=== Begin Enclosure ===
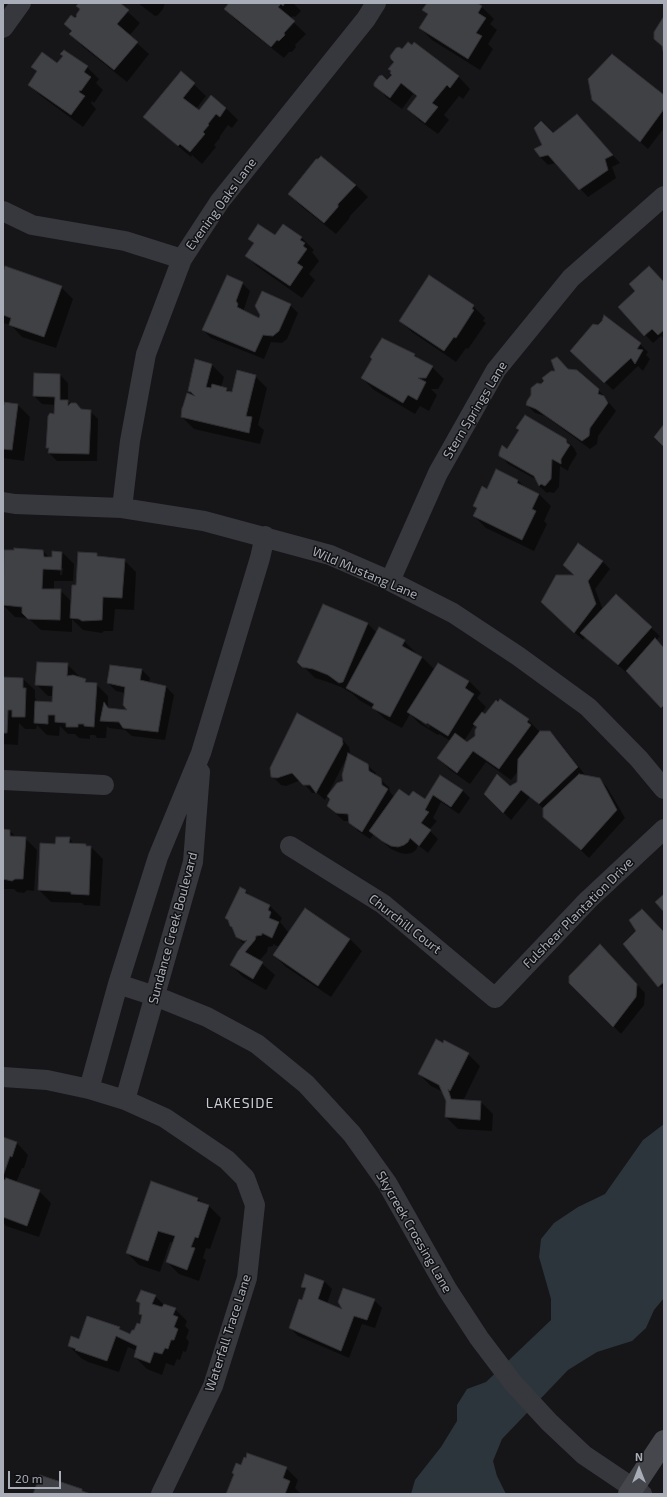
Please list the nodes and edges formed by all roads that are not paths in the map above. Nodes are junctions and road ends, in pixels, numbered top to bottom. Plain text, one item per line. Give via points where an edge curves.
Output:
=== End Enclosure ===
=== Begin Enclosure ===
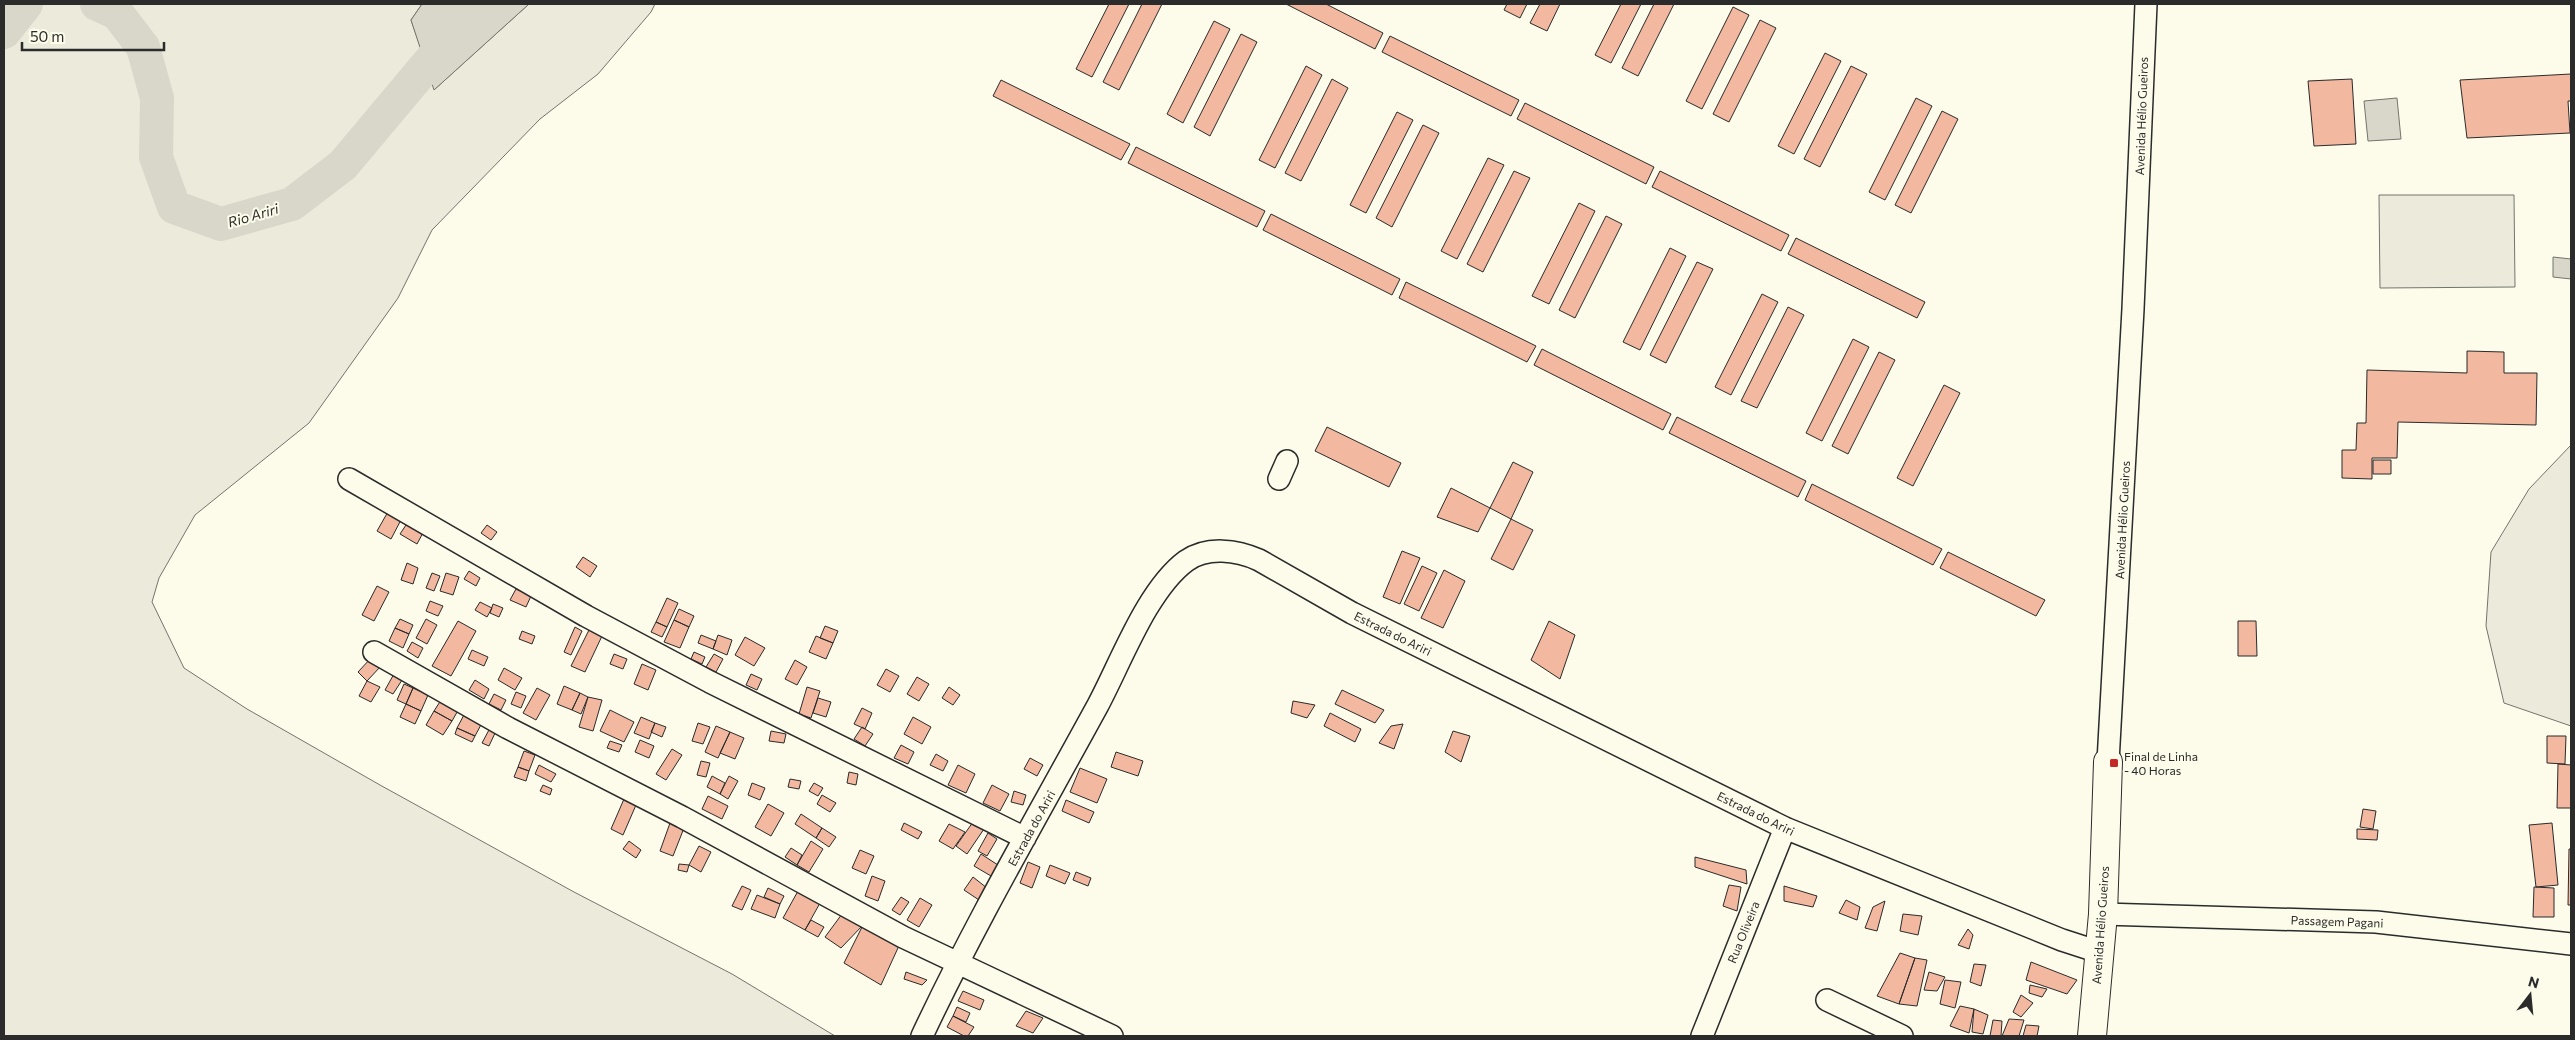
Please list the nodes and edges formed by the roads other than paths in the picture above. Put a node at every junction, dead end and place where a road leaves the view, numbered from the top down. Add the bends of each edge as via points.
=== End Enclosure ===
Return every line of the entries above that the string "list" appears in.

_Finished exercise_.
Please list the nodes and edges formed by all roads that are not paths in the map above. Nodes are junctions and road ends, in pixels, numbered top to bottom. Plain text, one item per line. Give via points where an edge curves.
Please list the nodes and edges formed by the roads other than paths in the picture above. Put a node at every junction, dead end and place where a road leaves the view, numbered from the top down. Add the bends of each edge as via points.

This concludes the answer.